Platform realizmini ilk kez kullanan Ben Grosser, Mark Fisher’ın “kapitalist realizm” kavramından esinlenir. Kapitalist realizme göre kapitalizmin olmadığı bir dünya hayal edilemez, böylelikle alternatifler ne tahayyül edilir ne de inşa edilir. Grosser da buradan hareketle tekelci şirketlerin insanlara platformların dışında bir alternatif olmadığı fikrini aşıladığını dile getirmektedir: “Ekseriyet, küresel iletişimin, medyanın, aramanın ve benzerinin platformlar olmadan nasıl işleyeceğini hayal dahi edemiyor. Artan platform yorgunluğuna rağmen, birçokları büyük teknoloji platformlarının olmadığı bir dünyayı olası bir gerçek tasavvuru olarak görmekte zorlanıyor” (Lovink, 2023: 118). Ben de bu fikirden yola çıkarak platform realizminin -biraz da tahrif ederek- kullanımını önereceğim; bir akımdan ziyade realizm kelimesinin gerçek anlamını çağrıştıracak şekilde. Böylelikle platformlarda (ya da bir bütün olarak dijital alanda) verilecek mücadelelerin toplumsal alanla dirsek teması olmadığında hiç de gerçekçi olmadığının altını tekrar çizmiş olacağım.
Kaynaklar
Keane, J. (2021). Yeni Despotizm, çev. İsmail Ferhat Çekem. İletişim: İstanbul.

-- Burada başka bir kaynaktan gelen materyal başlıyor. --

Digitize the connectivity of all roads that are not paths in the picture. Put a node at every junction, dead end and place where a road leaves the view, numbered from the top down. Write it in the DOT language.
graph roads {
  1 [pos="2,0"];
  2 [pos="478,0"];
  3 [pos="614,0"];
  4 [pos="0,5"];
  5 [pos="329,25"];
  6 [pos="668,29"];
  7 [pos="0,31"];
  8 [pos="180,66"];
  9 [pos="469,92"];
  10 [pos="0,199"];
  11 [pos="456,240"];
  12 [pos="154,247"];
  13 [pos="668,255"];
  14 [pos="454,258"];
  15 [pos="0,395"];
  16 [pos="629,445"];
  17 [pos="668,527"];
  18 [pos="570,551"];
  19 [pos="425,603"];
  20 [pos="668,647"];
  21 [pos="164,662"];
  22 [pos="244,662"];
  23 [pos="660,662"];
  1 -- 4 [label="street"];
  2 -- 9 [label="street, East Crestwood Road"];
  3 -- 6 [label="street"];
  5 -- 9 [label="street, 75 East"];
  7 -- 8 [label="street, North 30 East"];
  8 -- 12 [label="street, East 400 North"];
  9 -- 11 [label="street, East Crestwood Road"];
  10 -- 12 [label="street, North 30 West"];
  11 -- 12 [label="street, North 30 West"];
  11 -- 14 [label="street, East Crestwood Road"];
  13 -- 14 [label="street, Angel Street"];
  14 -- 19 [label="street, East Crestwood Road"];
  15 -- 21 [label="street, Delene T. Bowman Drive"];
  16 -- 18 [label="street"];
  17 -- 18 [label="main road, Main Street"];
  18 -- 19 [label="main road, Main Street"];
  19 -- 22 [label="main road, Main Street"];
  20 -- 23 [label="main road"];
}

Lovink, G. (2023). İnternetimizi Geri Almanın Yolu, çev. Mehmet Ratip. İletişim: İstanbul.
Muldoon, J. (2022). Platform Socialism, Pluto: Londra.
Varoufakis, Y. ve Morozov, E. (2022). “Yanis Varoufakis on Crypto & the Left, and Techno-Feudalism”, https://the-crypto-syllabus.com/yanis-varoufakis-on-techno-feudalism. Erişim Tarihi: 17 Haziran 2023.
Žižek, S. (2021). Adını Söylemeye Cesaret Eden Bir Sol: 34 Zamansız Müdahale, çev. Önder Kulak. Ayrıntı: İstanbul.